== What the exercise asks ==
Return the whole listing unchanged. Drop the images.

________________

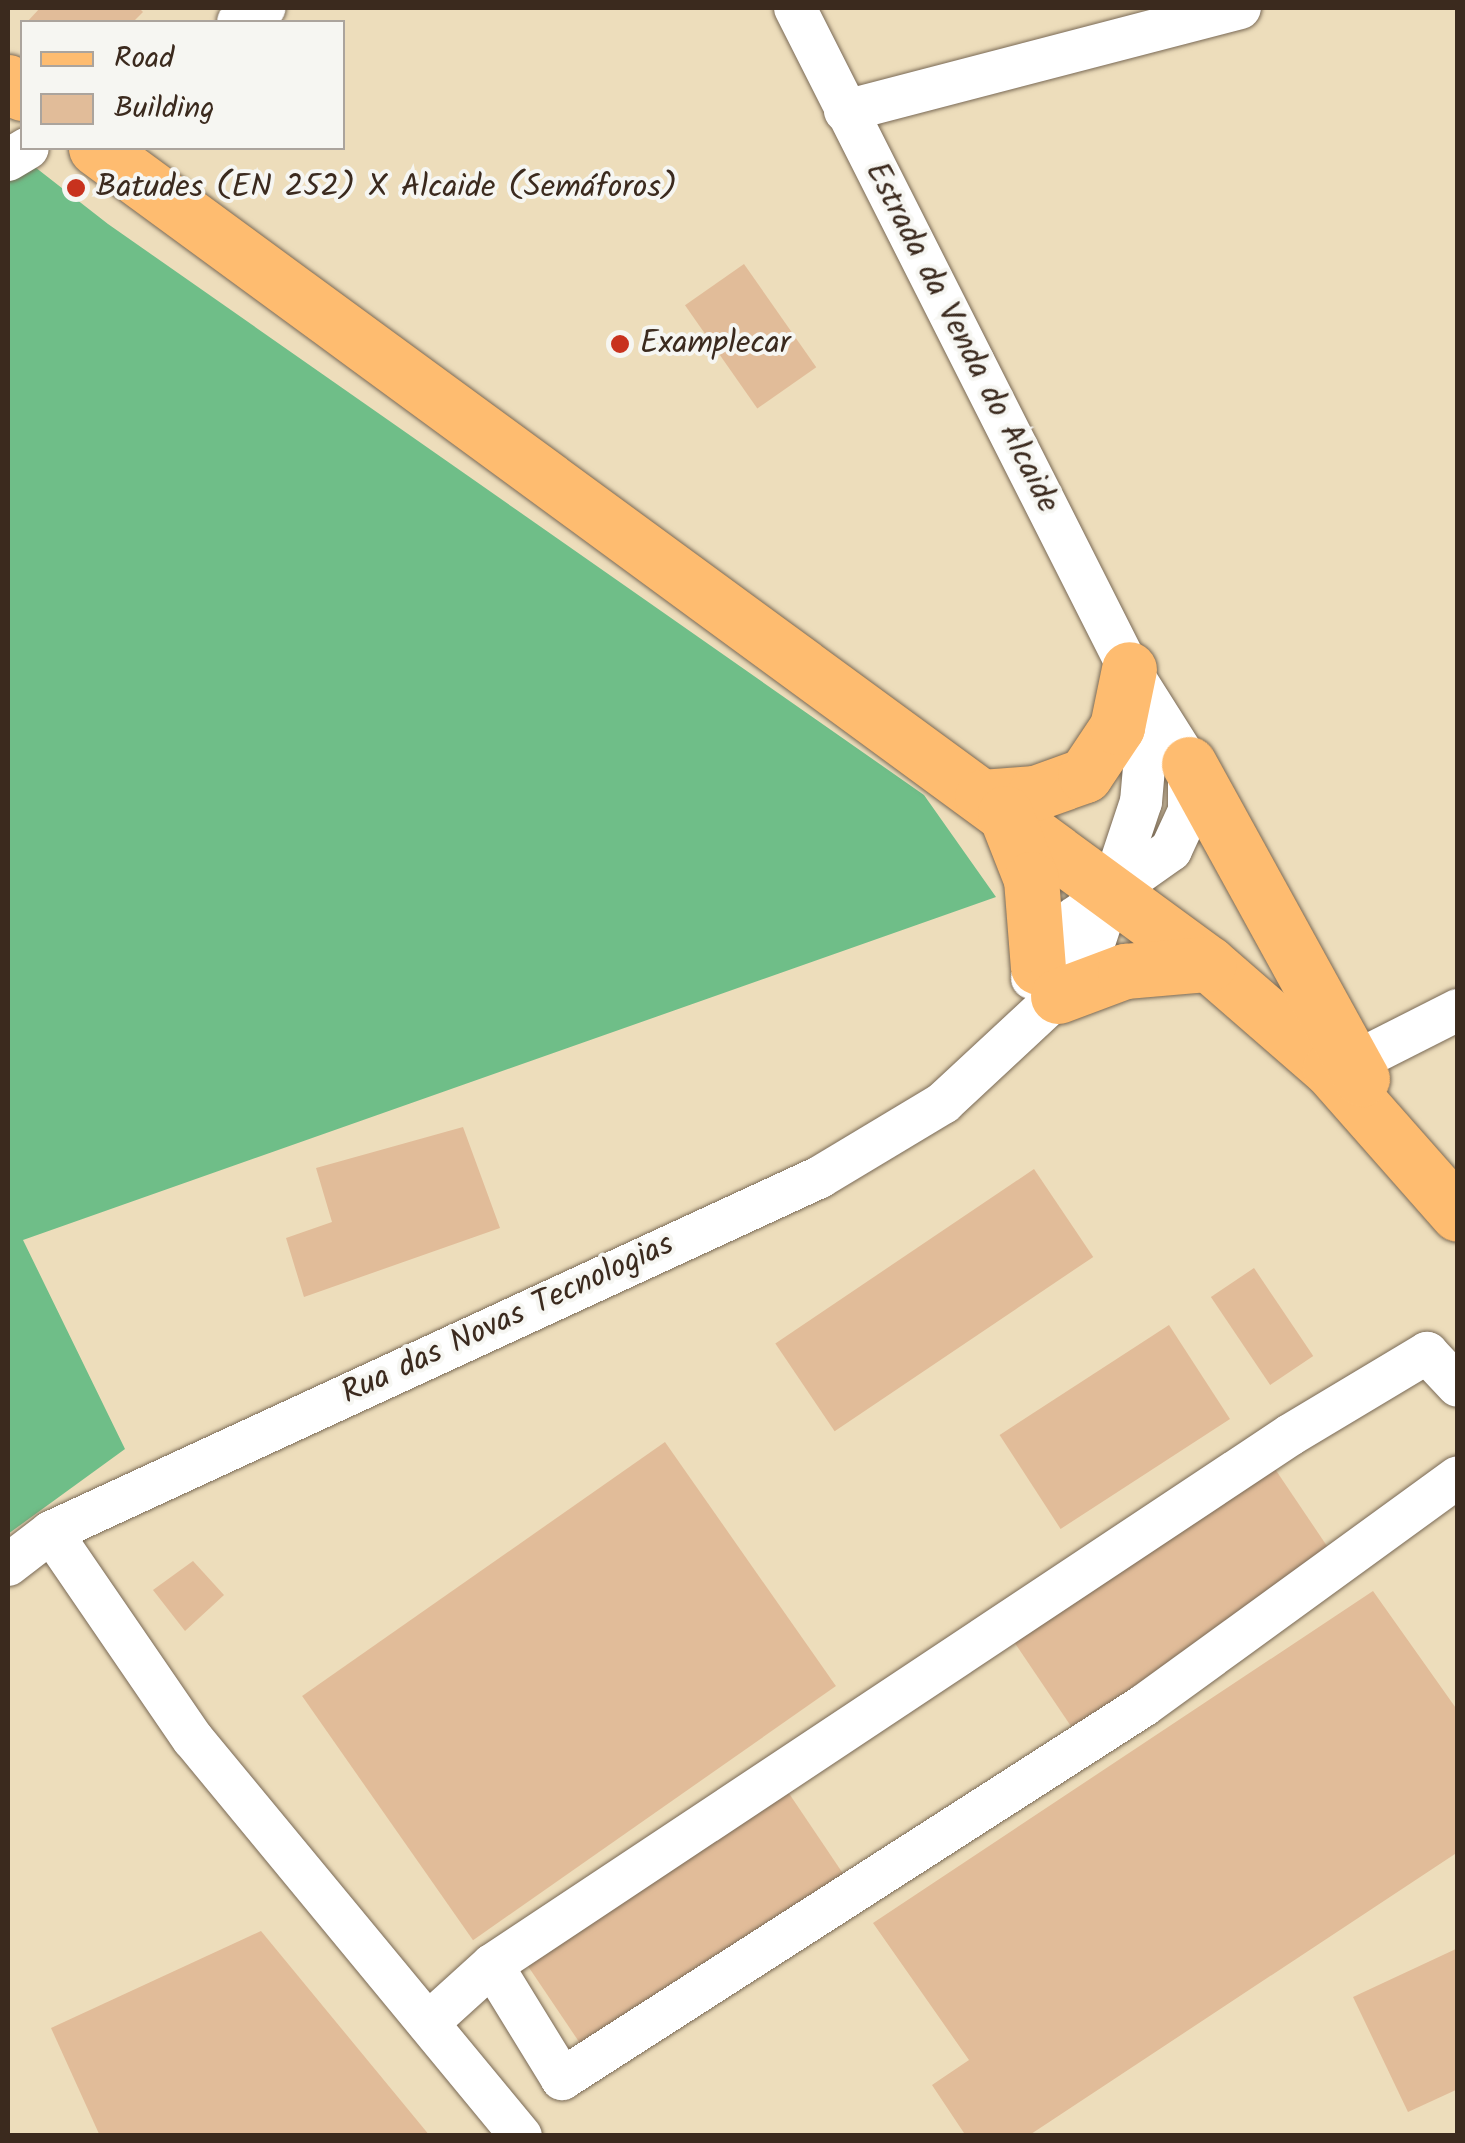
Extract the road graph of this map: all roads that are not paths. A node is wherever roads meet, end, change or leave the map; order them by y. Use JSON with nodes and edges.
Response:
{"nodes":[{"id":1,"x":264,"y":8,"type":"edge"},
{"id":2,"x":795,"y":8,"type":"edge"},
{"id":3,"x":1240,"y":8,"type":"edge"},
{"id":4,"x":242,"y":20,"type":"edge"},
{"id":5,"x":846,"y":111,"type":"junction"},
{"id":6,"x":99,"y":150,"type":"edge"},
{"id":7,"x":1130,"y":669,"type":"junction"},
{"id":8,"x":1189,"y":764,"type":"junction"},
{"id":9,"x":994,"y":805,"type":"junction"},
{"id":10,"x":1111,"y":890,"type":"junction"},
{"id":11,"x":1209,"y":964,"type":"junction"},
{"id":12,"x":1048,"y":981,"type":"junction"},
{"id":13,"x":1458,"y":1010,"type":"edge"},
{"id":14,"x":1353,"y":1063,"type":"junction"},
{"id":15,"x":1392,"y":1134,"type":"junction"},
{"id":16,"x":1458,"y":1214,"type":"edge"},
{"id":17,"x":1458,"y":1386,"type":"edge"},
{"id":18,"x":1458,"y":1477,"type":"edge"},
{"id":19,"x":51,"y":1532,"type":"junction"},
{"id":20,"x":8,"y":1566,"type":"edge"},
{"id":21,"x":492,"y":1965,"type":"junction"},
{"id":22,"x":428,"y":2023,"type":"junction"},
{"id":23,"x":522,"y":2136,"type":"edge"}],
"edges":[{"from":1,"to":4,"type":"street"},
{"from":2,"to":5,"type":"street","name":"Estrada da Venda do Alcaide"},
{"from":3,"to":5,"type":"street"},
{"from":5,"to":7,"type":"street","name":"Estrada da Venda do Alcaide"},
{"from":6,"to":9,"type":"main road"},
{"from":7,"to":8,"type":"street","name":"Estrada da Venda do Alcaide"},
{"from":7,"to":9,"type":"main road"},
{"from":7,"to":10,"type":"street","name":"Rua das Novas Tecnologias"},
{"from":8,"to":10,"type":"street"},
{"from":8,"to":14,"type":"main road"},
{"from":9,"to":10,"type":"main road"},
{"from":9,"to":12,"type":"main road"},
{"from":10,"to":11,"type":"main road"},
{"from":10,"to":12,"type":"street","name":"Rua das Novas Tecnologias"},
{"from":11,"to":12,"type":"main road"},
{"from":11,"to":15,"type":"main road"},
{"from":12,"to":19,"type":"street","name":"Rua das Novas Tecnologias"},
{"from":13,"to":14,"type":"street"},
{"from":14,"to":15,"type":"main road"},
{"from":15,"to":16,"type":"main road"},
{"from":17,"to":21,"type":"street"},
{"from":18,"to":21,"type":"street"},
{"from":19,"to":20,"type":"street","name":"Rua das Novas Tecnologias"},
{"from":19,"to":22,"type":"street"},
{"from":21,"to":22,"type":"street"},
{"from":22,"to":23,"type":"street"}]}
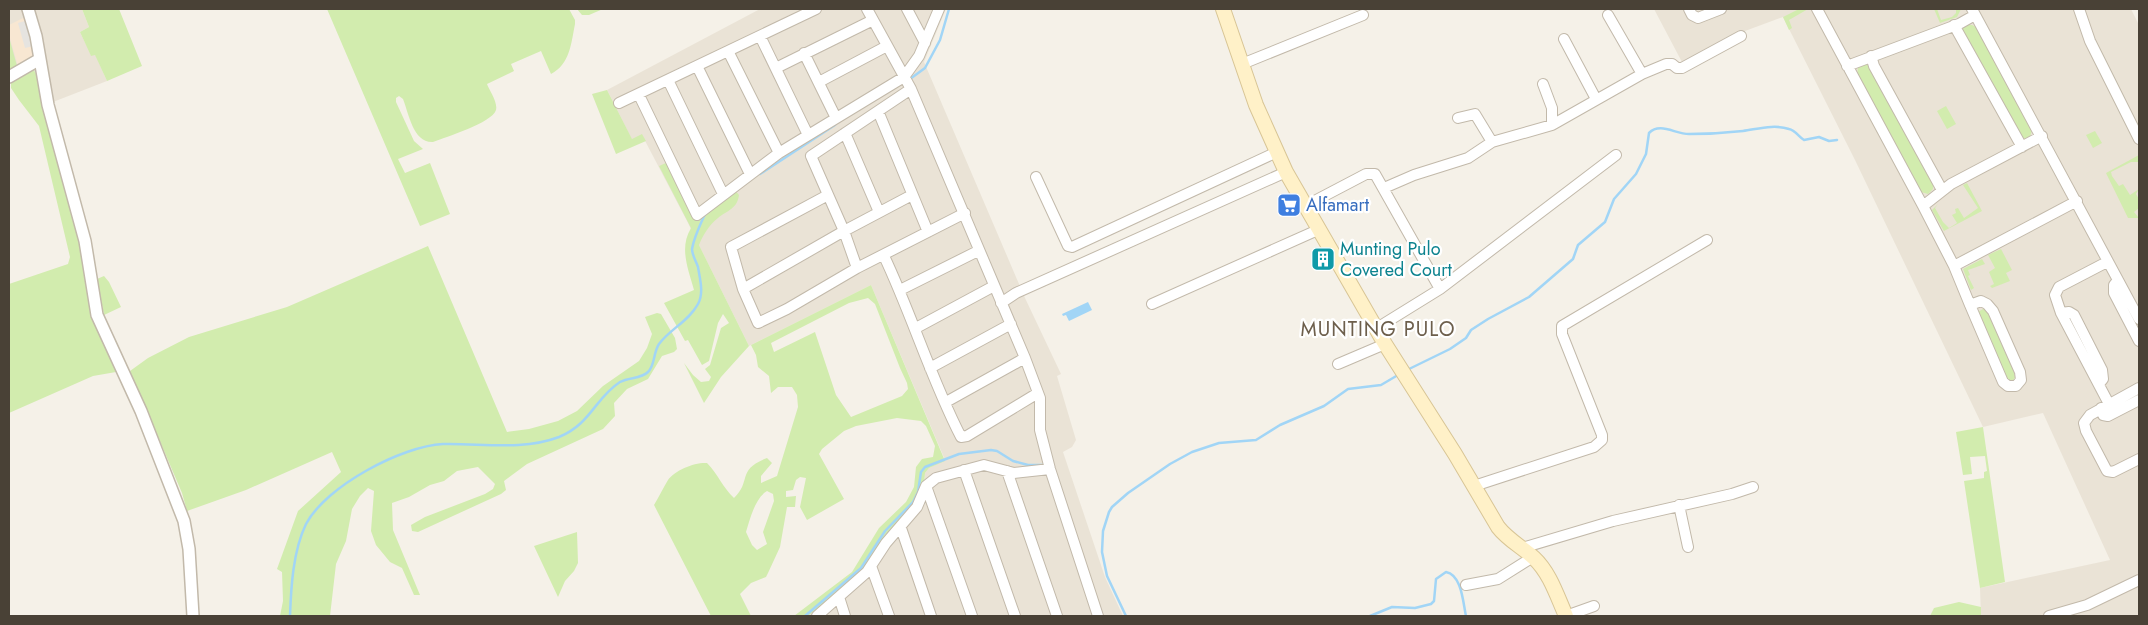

________________

== Finished task ==
Extract the road graph of this map: all roads that are not paths. A node is wherever roads meet, end, change or leave the map; order them by y. Use JSON with nodes and edges.
Response:
{"nodes":[{"id":1,"x":264,"y":8,"type":"edge"},
{"id":2,"x":795,"y":8,"type":"edge"},
{"id":3,"x":1240,"y":8,"type":"edge"},
{"id":4,"x":242,"y":20,"type":"edge"},
{"id":5,"x":846,"y":111,"type":"junction"},
{"id":6,"x":99,"y":150,"type":"edge"},
{"id":7,"x":1130,"y":669,"type":"junction"},
{"id":8,"x":1189,"y":764,"type":"junction"},
{"id":9,"x":994,"y":805,"type":"junction"},
{"id":10,"x":1111,"y":890,"type":"junction"},
{"id":11,"x":1209,"y":964,"type":"junction"},
{"id":12,"x":1048,"y":981,"type":"junction"},
{"id":13,"x":1458,"y":1010,"type":"edge"},
{"id":14,"x":1353,"y":1063,"type":"junction"},
{"id":15,"x":1392,"y":1134,"type":"junction"},
{"id":16,"x":1458,"y":1214,"type":"edge"},
{"id":17,"x":1458,"y":1386,"type":"edge"},
{"id":18,"x":1458,"y":1477,"type":"edge"},
{"id":19,"x":51,"y":1532,"type":"junction"},
{"id":20,"x":8,"y":1566,"type":"edge"},
{"id":21,"x":492,"y":1965,"type":"junction"},
{"id":22,"x":428,"y":2023,"type":"junction"},
{"id":23,"x":522,"y":2136,"type":"edge"}],
"edges":[{"from":1,"to":4,"type":"street"},
{"from":2,"to":5,"type":"street","name":"Estrada da Venda do Alcaide"},
{"from":3,"to":5,"type":"street"},
{"from":5,"to":7,"type":"street","name":"Estrada da Venda do Alcaide"},
{"from":6,"to":9,"type":"main road"},
{"from":7,"to":8,"type":"street","name":"Estrada da Venda do Alcaide"},
{"from":7,"to":9,"type":"main road"},
{"from":7,"to":10,"type":"street","name":"Rua das Novas Tecnologias"},
{"from":8,"to":10,"type":"street"},
{"from":8,"to":14,"type":"main road"},
{"from":9,"to":10,"type":"main road"},
{"from":9,"to":12,"type":"main road"},
{"from":10,"to":11,"type":"main road"},
{"from":10,"to":12,"type":"street","name":"Rua das Novas Tecnologias"},
{"from":11,"to":12,"type":"main road"},
{"from":11,"to":15,"type":"main road"},
{"from":12,"to":19,"type":"street","name":"Rua das Novas Tecnologias"},
{"from":13,"to":14,"type":"street"},
{"from":14,"to":15,"type":"main road"},
{"from":15,"to":16,"type":"main road"},
{"from":17,"to":21,"type":"street"},
{"from":18,"to":21,"type":"street"},
{"from":19,"to":20,"type":"street","name":"Rua das Novas Tecnologias"},
{"from":19,"to":22,"type":"street"},
{"from":21,"to":22,"type":"street"},
{"from":22,"to":23,"type":"street"}]}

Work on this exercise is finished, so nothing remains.